Task - The records that follow are to be repeated exactly, in full.

------ Task data

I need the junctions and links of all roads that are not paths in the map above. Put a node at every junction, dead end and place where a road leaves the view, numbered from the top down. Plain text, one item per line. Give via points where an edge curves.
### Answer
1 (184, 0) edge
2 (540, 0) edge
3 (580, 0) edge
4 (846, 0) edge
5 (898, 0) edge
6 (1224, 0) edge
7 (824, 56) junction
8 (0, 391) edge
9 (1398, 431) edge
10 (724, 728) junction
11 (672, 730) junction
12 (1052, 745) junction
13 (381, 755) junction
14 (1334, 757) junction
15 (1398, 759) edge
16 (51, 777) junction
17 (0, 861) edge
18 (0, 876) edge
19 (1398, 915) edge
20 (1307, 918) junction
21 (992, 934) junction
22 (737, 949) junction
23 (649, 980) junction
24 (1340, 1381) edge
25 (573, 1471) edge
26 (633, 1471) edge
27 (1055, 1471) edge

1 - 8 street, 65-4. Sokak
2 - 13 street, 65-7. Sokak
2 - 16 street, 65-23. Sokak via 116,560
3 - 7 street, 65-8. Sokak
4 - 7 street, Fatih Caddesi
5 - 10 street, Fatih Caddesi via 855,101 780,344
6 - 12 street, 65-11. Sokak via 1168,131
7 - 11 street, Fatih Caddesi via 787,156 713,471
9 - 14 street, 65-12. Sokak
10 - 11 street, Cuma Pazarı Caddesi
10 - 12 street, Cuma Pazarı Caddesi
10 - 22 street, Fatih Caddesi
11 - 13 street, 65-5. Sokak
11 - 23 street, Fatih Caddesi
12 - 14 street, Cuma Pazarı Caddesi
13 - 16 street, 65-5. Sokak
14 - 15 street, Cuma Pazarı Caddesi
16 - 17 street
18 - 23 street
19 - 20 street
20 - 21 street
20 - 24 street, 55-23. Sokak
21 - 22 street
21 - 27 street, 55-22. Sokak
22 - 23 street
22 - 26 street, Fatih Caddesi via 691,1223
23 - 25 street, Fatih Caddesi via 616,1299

------------

Answer section -
I need the junctions and links of all roads that are not paths in the map above. Put a node at every junction, dead end and place where a road leaves the view, numbered from the top down. Plain text, one item per line. Give via points where an edge curves.
### Answer
1 (184, 0) edge
2 (540, 0) edge
3 (580, 0) edge
4 (846, 0) edge
5 (898, 0) edge
6 (1224, 0) edge
7 (824, 56) junction
8 (0, 391) edge
9 (1398, 431) edge
10 (724, 728) junction
11 (672, 730) junction
12 (1052, 745) junction
13 (381, 755) junction
14 (1334, 757) junction
15 (1398, 759) edge
16 (51, 777) junction
17 (0, 861) edge
18 (0, 876) edge
19 (1398, 915) edge
20 (1307, 918) junction
21 (992, 934) junction
22 (737, 949) junction
23 (649, 980) junction
24 (1340, 1381) edge
25 (573, 1471) edge
26 (633, 1471) edge
27 (1055, 1471) edge

1 - 8 street, 65-4. Sokak
2 - 13 street, 65-7. Sokak
2 - 16 street, 65-23. Sokak via 116,560
3 - 7 street, 65-8. Sokak
4 - 7 street, Fatih Caddesi
5 - 10 street, Fatih Caddesi via 855,101 780,344
6 - 12 street, 65-11. Sokak via 1168,131
7 - 11 street, Fatih Caddesi via 787,156 713,471
9 - 14 street, 65-12. Sokak
10 - 11 street, Cuma Pazarı Caddesi
10 - 12 street, Cuma Pazarı Caddesi
10 - 22 street, Fatih Caddesi
11 - 13 street, 65-5. Sokak
11 - 23 street, Fatih Caddesi
12 - 14 street, Cuma Pazarı Caddesi
13 - 16 street, 65-5. Sokak
14 - 15 street, Cuma Pazarı Caddesi
16 - 17 street
18 - 23 street
19 - 20 street
20 - 21 street
20 - 24 street, 55-23. Sokak
21 - 22 street
21 - 27 street, 55-22. Sokak
22 - 23 street
22 - 26 street, Fatih Caddesi via 691,1223
23 - 25 street, Fatih Caddesi via 616,1299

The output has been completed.